## Task statement:
If a line below contains "road", count it; then state how many such lines there are, and nothing else.

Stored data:
=== Section Start ===
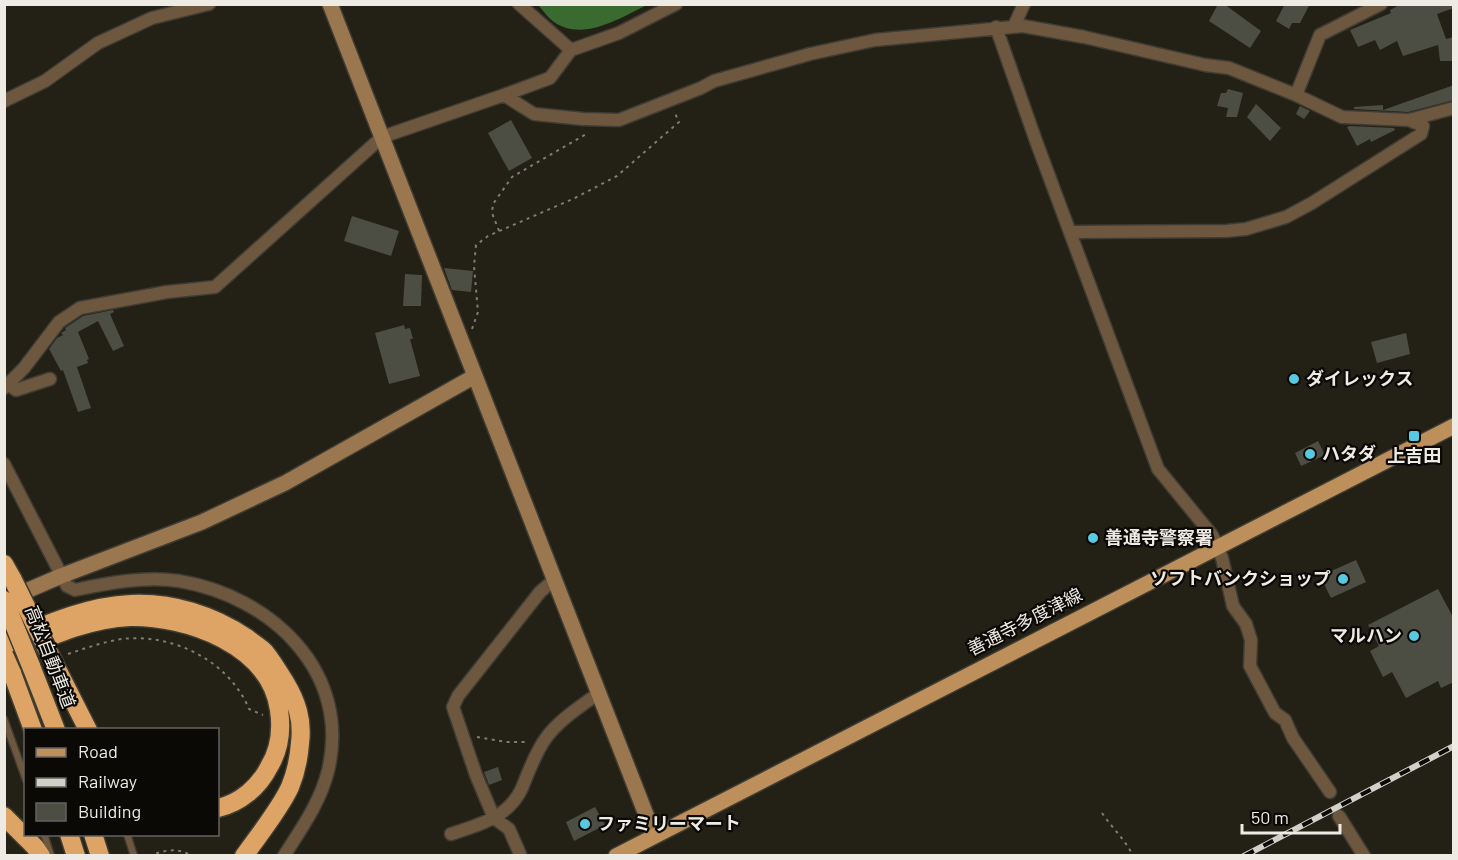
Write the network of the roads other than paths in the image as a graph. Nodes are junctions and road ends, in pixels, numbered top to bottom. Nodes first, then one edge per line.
1 (209, 4) edge
2 (330, 4) edge
3 (519, 4) edge
4 (676, 4) edge
5 (1024, 4) edge
6 (1382, 4) edge
7 (1014, 26) junction
8 (996, 27) junction
9 (571, 50) junction
10 (504, 95) junction
11 (1296, 95) junction
12 (4, 101) edge
13 (1454, 108) edge
14 (1409, 120) junction
15 (382, 137) junction
16 (1071, 232) junction
17 (475, 376) junction
18 (50, 379) dead end
19 (6, 386) edge
20 (1454, 426) edge
21 (4, 464) edge
22 (1216, 546) junction
23 (4, 564) edge
24 (62, 576) junction
25 (554, 580) junction
26 (4, 600) edge
27 (4, 642) edge
28 (7, 662) edge
29 (599, 693) junction
30 (4, 719) edge
31 (33, 728) edge
32 (56, 728) edge
33 (87, 728) edge
34 (24, 774) edge
35 (1330, 792) dead end
36 (219, 808) edge
37 (4, 816) edge
38 (1339, 816) dead end
39 (494, 818) junction
40 (451, 834) dead end
41 (654, 835) junction
42 (45, 836) edge
43 (70, 836) edge
44 (94, 836) edge
45 (128, 836) edge
46 (520, 854) dead end
47 (41, 855) edge
48 (51, 855) edge
49 (76, 855) edge
50 (100, 855) edge
51 (134, 855) edge
52 (244, 855) edge
53 (284, 855) edge
54 (616, 855) edge
55 (1364, 855) edge

1 - 12 street
2 - 15 street
3 - 9 street
4 - 9 street
5 - 7 street
6 - 11 street
7 - 8 street
7 - 11 street
8 - 10 street
8 - 16 street
9 - 10 street
10 - 15 street
11 - 14 street
13 - 14 street
14 - 16 street
15 - 17 street
15 - 19 street
16 - 22 street
17 - 24 street
17 - 25 street
18 - 19 street
20 - 22 main road, 善通寺多度津線
21 - 24 street
22 - 35 street
22 - 41 main road, 善通寺多度津線
23 - 33 highway, bridge
24 - 26 street
24 - 53 street
25 - 29 street
25 - 39 street
26 - 32 highway, 高松自動車道, bridge
27 - 52 highway
28 - 31 highway
28 - 36 highway
29 - 39 street
29 - 41 street
30 - 34 lane
37 - 47 highway
38 - 55 street
39 - 40 street
39 - 46 street
41 - 54 main road, 善通寺多度津線
42 - 48 lane
43 - 49 highway
44 - 50 highway
45 - 51 lane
=== Section End ===
## Result of this task:
4